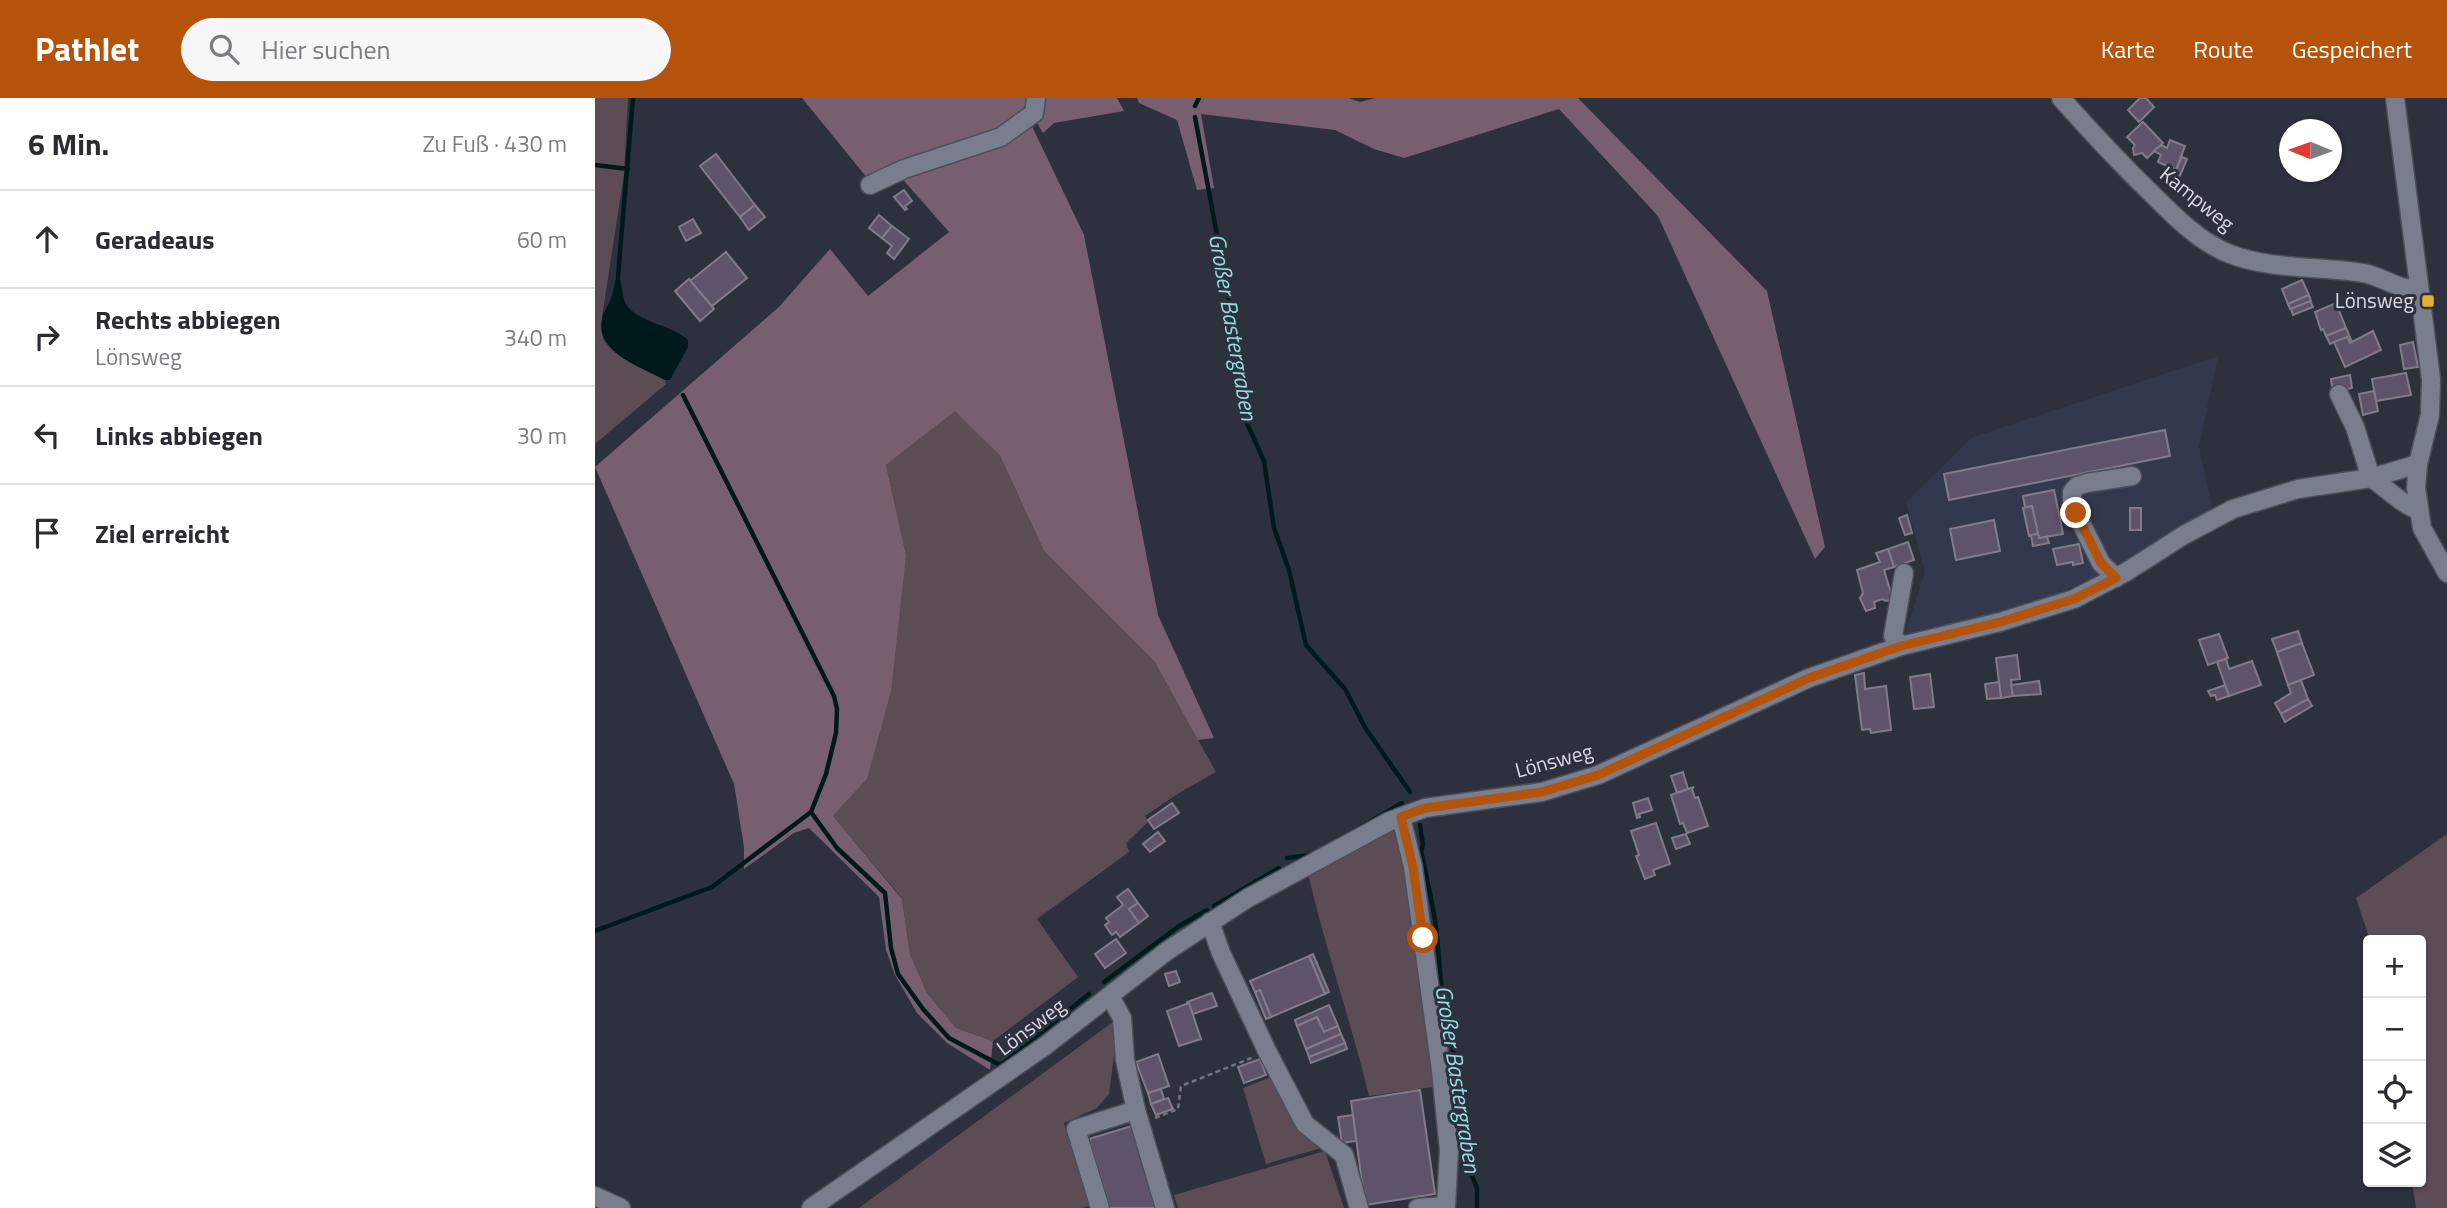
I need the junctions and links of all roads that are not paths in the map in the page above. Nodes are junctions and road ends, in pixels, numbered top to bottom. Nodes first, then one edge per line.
1 (1036, 98) edge
2 (2061, 98) edge
3 (2395, 98) edge
4 (870, 185) dead end
5 (2419, 289) junction
6 (2339, 394) dead end
7 (2418, 464) junction
8 (2132, 476) dead end
9 (2371, 478) junction
10 (2419, 510) junction
11 (1904, 573) dead end
12 (2447, 573) edge
13 (2116, 578) junction
14 (1901, 646) junction
15 (1401, 817) junction
16 (1210, 922) junction
17 (1110, 996) junction
18 (1136, 1110) junction
19 (595, 1196) edge
20 (621, 1208) edge
21 (811, 1208) edge
22 (1100, 1208) edge
23 (1165, 1208) edge
24 (1359, 1208) edge
25 (1418, 1208) edge

1 - 4 street
2 - 5 street, Kampweg
3 - 5 street
5 - 7 street
6 - 9 street
7 - 9 street, Lönsweg
7 - 10 street
8 - 13 street
9 - 10 street
9 - 13 street, Lönsweg
10 - 12 street
11 - 14 street
13 - 14 street, Lönsweg
14 - 15 street, Lönsweg
15 - 16 street, Lönsweg
15 - 25 street
16 - 17 street, Lönsweg
16 - 24 street
17 - 18 street
17 - 21 street, Lönsweg
18 - 22 street
18 - 23 street
19 - 20 street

* About this task: The response has to be an exact copy of all the data, pictures excluded.

* Solution:
I need the junctions and links of all roads that are not paths in the map in the page above. Nodes are junctions and road ends, in pixels, numbered top to bottom. Nodes first, then one edge per line.
1 (1036, 98) edge
2 (2061, 98) edge
3 (2395, 98) edge
4 (870, 185) dead end
5 (2419, 289) junction
6 (2339, 394) dead end
7 (2418, 464) junction
8 (2132, 476) dead end
9 (2371, 478) junction
10 (2419, 510) junction
11 (1904, 573) dead end
12 (2447, 573) edge
13 (2116, 578) junction
14 (1901, 646) junction
15 (1401, 817) junction
16 (1210, 922) junction
17 (1110, 996) junction
18 (1136, 1110) junction
19 (595, 1196) edge
20 (621, 1208) edge
21 (811, 1208) edge
22 (1100, 1208) edge
23 (1165, 1208) edge
24 (1359, 1208) edge
25 (1418, 1208) edge

1 - 4 street
2 - 5 street, Kampweg
3 - 5 street
5 - 7 street
6 - 9 street
7 - 9 street, Lönsweg
7 - 10 street
8 - 13 street
9 - 10 street
9 - 13 street, Lönsweg
10 - 12 street
11 - 14 street
13 - 14 street, Lönsweg
14 - 15 street, Lönsweg
15 - 16 street, Lönsweg
15 - 25 street
16 - 17 street, Lönsweg
16 - 24 street
17 - 18 street
17 - 21 street, Lönsweg
18 - 22 street
18 - 23 street
19 - 20 street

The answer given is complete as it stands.